The Wall Street Journal‘s editors’ headline and subheadline is on a reasonable track:
Punishing Banks for Regulatory Failure
Regulators want to saddle midsize banks with new capital rules.
The editors the proceed to disparage the regulators’ move, and they’re correct about that. They’re mistaken in their lede, though, and that leads them to the erroneous aspect of their disparagement:
Silicon Valley Bank failed owing to rising interest rates and lapses by regulators, not a shortage of capital.
It’s true that a shortage of capital did not cause SVB’s failure, except as the proximate outcome of the real cause of the failure, an outcome that made the failure inevitable.

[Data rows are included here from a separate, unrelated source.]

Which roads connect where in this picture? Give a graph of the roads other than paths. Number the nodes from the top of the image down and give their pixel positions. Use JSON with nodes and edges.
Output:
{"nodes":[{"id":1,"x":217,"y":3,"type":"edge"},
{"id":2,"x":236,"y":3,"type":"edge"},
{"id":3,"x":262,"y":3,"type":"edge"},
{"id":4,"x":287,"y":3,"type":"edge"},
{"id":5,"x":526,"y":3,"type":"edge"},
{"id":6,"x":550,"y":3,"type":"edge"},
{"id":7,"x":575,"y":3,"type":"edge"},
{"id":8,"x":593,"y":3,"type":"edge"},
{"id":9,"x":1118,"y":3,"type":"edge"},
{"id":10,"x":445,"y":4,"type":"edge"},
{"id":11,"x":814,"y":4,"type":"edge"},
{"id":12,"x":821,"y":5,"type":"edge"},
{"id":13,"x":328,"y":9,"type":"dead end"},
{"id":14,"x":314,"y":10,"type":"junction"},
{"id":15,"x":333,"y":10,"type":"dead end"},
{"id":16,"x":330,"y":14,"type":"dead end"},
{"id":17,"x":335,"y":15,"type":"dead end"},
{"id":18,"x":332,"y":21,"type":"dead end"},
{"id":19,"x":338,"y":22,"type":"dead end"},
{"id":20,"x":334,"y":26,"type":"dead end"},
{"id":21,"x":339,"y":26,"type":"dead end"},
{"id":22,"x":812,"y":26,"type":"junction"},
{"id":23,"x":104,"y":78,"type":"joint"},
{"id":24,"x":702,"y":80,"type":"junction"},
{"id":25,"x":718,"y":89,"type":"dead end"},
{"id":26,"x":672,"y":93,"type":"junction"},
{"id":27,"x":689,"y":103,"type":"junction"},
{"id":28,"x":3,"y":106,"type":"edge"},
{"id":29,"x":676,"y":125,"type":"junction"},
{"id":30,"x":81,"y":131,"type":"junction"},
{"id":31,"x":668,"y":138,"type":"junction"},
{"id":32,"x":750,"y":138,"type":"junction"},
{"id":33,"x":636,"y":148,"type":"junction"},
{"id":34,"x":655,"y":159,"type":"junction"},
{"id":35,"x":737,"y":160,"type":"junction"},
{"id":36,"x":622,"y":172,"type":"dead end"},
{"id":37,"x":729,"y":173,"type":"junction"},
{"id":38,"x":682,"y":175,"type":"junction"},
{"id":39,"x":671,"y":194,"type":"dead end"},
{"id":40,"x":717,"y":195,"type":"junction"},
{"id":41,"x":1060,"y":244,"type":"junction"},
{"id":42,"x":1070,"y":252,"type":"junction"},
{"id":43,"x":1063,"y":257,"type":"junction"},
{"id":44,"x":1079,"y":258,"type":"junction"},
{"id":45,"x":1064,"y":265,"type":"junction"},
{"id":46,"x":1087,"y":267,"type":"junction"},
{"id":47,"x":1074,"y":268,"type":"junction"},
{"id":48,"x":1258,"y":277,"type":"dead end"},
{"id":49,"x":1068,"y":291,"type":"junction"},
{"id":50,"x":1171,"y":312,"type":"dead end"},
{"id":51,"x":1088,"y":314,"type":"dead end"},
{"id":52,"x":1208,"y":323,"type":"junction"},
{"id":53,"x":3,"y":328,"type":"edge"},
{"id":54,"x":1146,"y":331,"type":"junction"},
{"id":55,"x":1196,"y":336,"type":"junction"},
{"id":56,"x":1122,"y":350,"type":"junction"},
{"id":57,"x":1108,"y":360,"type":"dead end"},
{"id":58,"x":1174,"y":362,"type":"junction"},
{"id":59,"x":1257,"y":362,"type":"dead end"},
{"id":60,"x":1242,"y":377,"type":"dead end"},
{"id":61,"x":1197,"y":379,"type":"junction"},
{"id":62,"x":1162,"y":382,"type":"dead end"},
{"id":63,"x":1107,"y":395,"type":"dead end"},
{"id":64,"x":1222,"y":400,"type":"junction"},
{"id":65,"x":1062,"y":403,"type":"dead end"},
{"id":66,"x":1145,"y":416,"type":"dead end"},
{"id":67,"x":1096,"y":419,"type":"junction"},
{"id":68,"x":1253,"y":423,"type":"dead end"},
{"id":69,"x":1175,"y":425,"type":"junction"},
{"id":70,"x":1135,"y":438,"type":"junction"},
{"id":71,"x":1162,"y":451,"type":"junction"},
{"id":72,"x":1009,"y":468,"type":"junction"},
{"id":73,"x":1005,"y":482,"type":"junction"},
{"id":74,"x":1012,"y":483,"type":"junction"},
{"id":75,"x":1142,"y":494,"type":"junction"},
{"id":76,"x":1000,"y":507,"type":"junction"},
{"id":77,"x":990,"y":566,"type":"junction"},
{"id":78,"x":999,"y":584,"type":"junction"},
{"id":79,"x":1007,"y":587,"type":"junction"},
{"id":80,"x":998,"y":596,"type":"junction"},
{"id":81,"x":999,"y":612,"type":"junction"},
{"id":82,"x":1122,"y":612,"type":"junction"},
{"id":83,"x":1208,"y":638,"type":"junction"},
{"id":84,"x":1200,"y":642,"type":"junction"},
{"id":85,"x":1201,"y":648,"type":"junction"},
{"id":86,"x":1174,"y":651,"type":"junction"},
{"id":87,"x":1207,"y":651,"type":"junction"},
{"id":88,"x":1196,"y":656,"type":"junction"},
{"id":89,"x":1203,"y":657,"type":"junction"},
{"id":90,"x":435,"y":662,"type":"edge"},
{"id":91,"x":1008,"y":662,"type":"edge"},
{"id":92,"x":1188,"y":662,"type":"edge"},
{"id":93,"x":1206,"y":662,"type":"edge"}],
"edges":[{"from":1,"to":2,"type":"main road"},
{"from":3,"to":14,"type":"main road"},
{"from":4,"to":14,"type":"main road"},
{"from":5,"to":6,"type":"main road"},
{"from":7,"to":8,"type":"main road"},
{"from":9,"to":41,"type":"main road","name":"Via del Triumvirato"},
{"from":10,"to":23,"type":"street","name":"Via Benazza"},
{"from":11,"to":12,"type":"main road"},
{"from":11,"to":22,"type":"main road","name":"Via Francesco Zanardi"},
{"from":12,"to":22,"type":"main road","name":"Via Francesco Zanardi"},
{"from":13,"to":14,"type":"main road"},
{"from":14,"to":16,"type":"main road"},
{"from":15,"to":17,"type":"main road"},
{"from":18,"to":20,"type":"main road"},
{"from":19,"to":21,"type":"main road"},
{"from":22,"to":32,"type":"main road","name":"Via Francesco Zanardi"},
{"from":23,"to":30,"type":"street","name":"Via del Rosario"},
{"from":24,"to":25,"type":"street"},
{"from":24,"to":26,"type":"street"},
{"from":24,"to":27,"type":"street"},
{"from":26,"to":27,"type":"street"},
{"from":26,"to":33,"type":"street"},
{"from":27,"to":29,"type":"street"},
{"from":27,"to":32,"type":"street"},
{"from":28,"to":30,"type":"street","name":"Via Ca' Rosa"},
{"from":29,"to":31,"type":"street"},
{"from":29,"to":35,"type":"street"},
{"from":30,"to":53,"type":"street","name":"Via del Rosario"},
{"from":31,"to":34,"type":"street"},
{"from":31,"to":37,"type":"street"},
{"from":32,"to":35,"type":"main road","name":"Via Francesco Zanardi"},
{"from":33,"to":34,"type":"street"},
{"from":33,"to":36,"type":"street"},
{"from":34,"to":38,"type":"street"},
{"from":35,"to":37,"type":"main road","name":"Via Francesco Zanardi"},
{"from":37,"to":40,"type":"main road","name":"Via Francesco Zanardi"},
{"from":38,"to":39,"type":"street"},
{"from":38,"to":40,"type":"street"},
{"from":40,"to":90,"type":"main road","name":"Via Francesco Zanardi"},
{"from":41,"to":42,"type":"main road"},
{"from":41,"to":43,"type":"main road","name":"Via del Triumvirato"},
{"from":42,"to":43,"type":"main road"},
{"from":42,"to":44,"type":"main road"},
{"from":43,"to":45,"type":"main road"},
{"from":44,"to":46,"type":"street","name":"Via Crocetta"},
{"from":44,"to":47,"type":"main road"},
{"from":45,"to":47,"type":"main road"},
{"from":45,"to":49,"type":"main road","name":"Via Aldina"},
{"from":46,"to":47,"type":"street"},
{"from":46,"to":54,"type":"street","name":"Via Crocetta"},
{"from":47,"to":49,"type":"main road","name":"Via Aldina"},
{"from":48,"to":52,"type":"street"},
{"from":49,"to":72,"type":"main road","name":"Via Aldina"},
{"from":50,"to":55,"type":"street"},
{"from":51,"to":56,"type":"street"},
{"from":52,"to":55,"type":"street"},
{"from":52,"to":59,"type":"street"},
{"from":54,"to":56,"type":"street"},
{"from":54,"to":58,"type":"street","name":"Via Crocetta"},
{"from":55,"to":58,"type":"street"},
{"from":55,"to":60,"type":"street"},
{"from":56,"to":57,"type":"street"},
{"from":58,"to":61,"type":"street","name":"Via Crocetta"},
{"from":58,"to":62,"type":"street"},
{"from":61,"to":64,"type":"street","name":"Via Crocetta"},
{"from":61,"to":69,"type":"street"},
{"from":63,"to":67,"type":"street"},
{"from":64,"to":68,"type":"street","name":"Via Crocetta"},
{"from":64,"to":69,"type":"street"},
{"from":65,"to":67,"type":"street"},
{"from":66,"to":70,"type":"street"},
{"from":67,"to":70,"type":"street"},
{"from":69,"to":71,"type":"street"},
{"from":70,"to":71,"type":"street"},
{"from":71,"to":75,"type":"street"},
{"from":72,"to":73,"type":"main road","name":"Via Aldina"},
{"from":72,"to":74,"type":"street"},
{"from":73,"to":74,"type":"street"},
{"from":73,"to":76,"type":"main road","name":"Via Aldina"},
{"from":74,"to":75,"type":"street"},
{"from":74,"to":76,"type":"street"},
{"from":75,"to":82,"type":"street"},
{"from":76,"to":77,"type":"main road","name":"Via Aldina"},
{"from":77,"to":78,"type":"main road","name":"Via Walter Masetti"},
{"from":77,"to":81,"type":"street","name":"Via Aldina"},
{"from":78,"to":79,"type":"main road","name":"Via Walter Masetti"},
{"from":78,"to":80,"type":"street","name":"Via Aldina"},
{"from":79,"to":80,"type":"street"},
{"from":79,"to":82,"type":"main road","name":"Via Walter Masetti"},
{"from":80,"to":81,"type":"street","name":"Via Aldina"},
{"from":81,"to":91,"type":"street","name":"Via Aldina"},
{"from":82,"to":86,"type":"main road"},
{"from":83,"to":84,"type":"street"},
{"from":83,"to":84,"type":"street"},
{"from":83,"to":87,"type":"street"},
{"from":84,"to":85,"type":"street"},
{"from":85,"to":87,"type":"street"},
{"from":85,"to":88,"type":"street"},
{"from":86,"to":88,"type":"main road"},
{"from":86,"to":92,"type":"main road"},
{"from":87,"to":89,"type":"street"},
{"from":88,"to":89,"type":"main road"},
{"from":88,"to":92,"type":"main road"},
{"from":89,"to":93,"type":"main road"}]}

SVB did run short of capital value, and that meant it couldn’t survive the rapid outflow of cash through depositor withdrawals. But rising interest rates were only the means of that capital shortfall and bank failure, not the cause. Nor were lapses by regulators—and there were some serious ones, including their lack of oversight diligence, which should have led to better enforcement of existing rules—involved in the bank’s failure.
The bank’s managers failed in their own fiscal duties, overbalancing as they did the nature of their capital holdings in the face of those rising interest rates: those managers chose not to balance the interest rate risk related to their deposits and the rates they were paying against the interest rate risk related to their capital holdings and the way rising rates were devaluing their holdings.
Those managers could see as well as any of us, and as well as their depositors, what rising rates were doing to their bank’s capital, and those managers could see as well as any of us, and as well as their depositors, the increasing risk to the bank of the decreasing interest rate spread between what the bank paid depositors and what it earned on its loans, loans the bank was increasingly unable to make in the face of those rising interest rates. And that exacerbated the impact of the bank’s decreasing capital holdings, which those managers could see as well as any of us, and as well as their depositors.
Nor did lack of overt regulator intervention have much of anything to do with SVB’s failure. Bank managers, any enterprise managers, are paid to act on their own initiative, not to wait until they’re told what to do and then, subsequently, told to go ahead and do it.
SVB’s managers were no exception to that.
This was an SVB management failure, and Regulators have no place for writing new capital rules. It’s sufficient for the market place to apply the appropriate sanctions, even if that deprives government bureaucrats of an opportunity to feel good about themselves by Doing Something.